Appellant's only answer to the instant petition for divorce is that there has never existed a valid and subsisting marriage. This court, in Dyer v. Dyer, Tex. Civ. App. 87 S.W.2d 489, 490, expressly recognizes *Page 597 that such was a defensive plea for adjudication on trial to the merits. There, to petitioner's prayer for temporary injunction, alimony, etc., defendant interposed the defense of final decree of divorce theretofore obtained in the State of Nevada. Speaking through Chief Justice Bond, we there held: "The crux of this controversy is the validity of a divorce decree granted to the defendant in a district court of the state of Nevada. This controversy is determinable on final trial to thesatisfaction of the court; thus the temporary injunction, preserving the property in status quo and impounding a portion of the defendant's salary and releasing the balance to the needs of the defendant, is clearly made to abide the ultimate determination of the issues evoked in the divorce suit. It follows, therefore, that, if it should be determined ultimately that there exists no marriage, then no right to the plaintiff exists in the impounded funds; on the other hand, if it should be determined that there exists a marriage between the parties and the divorce decree of the foreign state availeth nothing, then the right to the fund may be determined as the court may deem necessary and equitable between the parties; and, on a pronouncement of a decree of divorce, order a division of the estate of the parties in such a way as the court shall deem just and right." (Emphasis mine.)
I am not unmindful of the fact that, through a three hundred eighty-three page statement of facts, defendant here offers the strongest possible testimony in support of his plea.

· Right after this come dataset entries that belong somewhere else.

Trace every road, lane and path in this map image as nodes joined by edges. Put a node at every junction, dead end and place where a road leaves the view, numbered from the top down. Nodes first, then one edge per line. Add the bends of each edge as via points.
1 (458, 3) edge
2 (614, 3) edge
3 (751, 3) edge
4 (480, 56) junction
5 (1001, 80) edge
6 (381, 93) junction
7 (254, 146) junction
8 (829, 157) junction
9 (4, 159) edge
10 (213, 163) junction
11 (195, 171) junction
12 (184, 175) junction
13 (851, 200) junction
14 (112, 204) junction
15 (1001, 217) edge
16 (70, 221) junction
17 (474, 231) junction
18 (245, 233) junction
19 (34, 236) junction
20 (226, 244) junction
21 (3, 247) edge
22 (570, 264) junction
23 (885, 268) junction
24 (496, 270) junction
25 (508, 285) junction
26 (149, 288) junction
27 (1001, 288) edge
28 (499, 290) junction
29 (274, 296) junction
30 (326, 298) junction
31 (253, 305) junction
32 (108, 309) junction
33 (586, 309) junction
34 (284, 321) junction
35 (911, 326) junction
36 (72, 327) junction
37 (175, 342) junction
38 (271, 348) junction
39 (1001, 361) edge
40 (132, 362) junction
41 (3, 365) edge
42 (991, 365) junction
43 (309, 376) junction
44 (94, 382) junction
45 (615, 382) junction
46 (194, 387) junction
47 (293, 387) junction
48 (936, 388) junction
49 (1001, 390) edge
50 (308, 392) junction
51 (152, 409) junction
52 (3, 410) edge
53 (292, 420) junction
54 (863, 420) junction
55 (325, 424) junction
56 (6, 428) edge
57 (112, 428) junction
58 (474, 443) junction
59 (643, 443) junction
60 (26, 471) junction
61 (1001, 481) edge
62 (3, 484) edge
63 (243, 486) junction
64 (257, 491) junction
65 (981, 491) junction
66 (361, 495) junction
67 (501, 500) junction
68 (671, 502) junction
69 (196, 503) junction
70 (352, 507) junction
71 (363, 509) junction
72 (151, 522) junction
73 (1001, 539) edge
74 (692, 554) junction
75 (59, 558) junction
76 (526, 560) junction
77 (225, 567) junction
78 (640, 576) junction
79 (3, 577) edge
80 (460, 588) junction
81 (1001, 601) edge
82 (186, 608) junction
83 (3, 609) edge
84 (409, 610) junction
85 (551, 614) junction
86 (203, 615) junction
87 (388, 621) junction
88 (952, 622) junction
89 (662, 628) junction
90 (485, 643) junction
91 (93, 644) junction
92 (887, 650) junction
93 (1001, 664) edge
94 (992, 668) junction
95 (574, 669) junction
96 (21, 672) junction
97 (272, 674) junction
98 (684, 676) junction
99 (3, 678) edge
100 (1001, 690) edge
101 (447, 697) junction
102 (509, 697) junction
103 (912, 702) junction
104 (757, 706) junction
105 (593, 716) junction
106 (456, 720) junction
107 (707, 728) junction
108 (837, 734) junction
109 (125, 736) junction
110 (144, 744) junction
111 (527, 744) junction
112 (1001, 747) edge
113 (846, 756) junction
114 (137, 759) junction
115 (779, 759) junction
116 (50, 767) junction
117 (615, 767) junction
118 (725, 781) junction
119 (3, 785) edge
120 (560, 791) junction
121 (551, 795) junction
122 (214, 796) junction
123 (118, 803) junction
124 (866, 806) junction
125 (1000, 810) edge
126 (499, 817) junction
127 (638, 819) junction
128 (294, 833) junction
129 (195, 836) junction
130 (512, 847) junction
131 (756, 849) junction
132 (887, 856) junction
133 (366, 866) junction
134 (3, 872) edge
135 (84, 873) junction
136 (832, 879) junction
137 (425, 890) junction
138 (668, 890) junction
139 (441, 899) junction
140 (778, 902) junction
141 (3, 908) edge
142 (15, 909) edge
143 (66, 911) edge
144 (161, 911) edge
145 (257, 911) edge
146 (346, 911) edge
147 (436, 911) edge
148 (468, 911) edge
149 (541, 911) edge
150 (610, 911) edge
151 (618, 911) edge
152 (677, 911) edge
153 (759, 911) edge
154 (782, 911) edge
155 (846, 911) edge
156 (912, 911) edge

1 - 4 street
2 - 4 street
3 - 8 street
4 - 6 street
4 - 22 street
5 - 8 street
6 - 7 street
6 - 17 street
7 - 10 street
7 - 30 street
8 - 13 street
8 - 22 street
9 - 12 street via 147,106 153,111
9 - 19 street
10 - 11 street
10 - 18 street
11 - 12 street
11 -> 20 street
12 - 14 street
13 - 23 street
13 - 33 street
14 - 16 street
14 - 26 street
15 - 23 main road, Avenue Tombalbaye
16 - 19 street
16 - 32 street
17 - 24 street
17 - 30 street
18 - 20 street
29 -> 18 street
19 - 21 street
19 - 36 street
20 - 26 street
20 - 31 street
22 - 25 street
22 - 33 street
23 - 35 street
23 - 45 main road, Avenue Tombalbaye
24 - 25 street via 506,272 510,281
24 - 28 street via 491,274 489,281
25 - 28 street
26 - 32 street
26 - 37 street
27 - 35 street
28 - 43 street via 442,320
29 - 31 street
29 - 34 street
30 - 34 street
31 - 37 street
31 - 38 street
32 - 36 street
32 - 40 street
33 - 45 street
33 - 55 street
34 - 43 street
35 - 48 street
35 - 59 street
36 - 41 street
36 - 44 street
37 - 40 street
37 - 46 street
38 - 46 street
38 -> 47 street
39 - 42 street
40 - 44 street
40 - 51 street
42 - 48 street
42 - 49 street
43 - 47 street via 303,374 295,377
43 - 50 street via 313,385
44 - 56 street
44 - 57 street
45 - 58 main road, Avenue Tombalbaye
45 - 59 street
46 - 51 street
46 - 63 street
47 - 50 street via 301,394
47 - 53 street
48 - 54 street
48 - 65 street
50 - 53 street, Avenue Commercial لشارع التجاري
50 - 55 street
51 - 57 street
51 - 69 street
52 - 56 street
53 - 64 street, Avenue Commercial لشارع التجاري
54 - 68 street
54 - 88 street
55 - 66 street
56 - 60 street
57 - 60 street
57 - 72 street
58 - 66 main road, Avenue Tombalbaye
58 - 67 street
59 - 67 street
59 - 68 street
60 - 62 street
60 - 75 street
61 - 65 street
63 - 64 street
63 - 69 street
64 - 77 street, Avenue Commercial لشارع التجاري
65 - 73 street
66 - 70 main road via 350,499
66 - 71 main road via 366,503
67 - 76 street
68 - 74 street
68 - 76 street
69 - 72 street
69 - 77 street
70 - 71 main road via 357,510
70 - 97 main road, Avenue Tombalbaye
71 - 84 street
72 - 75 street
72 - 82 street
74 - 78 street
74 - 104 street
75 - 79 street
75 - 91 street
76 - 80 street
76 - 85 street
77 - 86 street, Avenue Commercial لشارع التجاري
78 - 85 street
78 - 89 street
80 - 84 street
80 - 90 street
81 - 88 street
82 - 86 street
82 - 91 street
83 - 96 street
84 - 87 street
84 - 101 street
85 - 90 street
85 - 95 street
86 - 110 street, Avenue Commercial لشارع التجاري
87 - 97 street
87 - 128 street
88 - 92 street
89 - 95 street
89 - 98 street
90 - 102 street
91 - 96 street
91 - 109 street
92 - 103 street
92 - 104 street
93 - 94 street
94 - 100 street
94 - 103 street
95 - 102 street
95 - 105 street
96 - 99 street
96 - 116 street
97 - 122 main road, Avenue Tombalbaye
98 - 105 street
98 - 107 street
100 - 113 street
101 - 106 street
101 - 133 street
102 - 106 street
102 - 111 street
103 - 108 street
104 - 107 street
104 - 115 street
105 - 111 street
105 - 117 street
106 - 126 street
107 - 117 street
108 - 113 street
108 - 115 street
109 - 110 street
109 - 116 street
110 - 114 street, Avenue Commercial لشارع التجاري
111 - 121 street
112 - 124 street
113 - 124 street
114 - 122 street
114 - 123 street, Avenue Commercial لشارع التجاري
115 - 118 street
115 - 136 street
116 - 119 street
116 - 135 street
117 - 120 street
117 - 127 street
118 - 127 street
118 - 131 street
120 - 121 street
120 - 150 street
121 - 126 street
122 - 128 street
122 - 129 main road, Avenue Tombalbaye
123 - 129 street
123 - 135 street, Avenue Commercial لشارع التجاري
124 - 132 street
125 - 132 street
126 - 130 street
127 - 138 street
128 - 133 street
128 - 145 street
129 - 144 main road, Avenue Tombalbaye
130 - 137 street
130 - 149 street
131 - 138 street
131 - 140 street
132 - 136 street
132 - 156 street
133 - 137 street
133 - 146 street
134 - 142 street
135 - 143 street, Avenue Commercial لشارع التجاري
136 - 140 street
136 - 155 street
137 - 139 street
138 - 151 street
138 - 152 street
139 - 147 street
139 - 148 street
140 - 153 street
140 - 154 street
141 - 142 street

But he will have time enough after suffering an adverse judgment (if he does) in which to make an orderly appeal to this Court where the point can be raised of no evidence to sustain it, or that the jury verdict was so overwhelmingly against a preponderance of the evidence as to be clearly wrong.
Through this voluminous record, as already observed, appellant has indeed made out an impressive case. He argues that there is no right without a remedy, and unless resort may be had to Art. 4662 (providing for an appeal from a temporary injunction) and the controlling issue of marriage accorded a trial in limine, "no single man is safe from suit by a designing woman." This writer (who is no benedict) has an interest like unto that of defendant in having duly safeguarded a status common to us both. However, if placed in a similarly unfortunate position, I would not feel without adequate remedy. The trial court has ample authority to order a severance and separate trial on any plea in bar, and to render judgment solely on the issue tried and found to be decisive of the case. Rule 174(b) reads: "The court in furtherance of convenience or to avoid prejudice may order a separate trial of any * * * separate issue * * * or issues." By recourse to the foregoing rule appellant would have been afforded an orderly trial to a jury on his plea in bar well within the time already consumed by this premature adjudication of ultimate issues. Appellee's motion to dismiss for want of jurisdiction should have been sustained.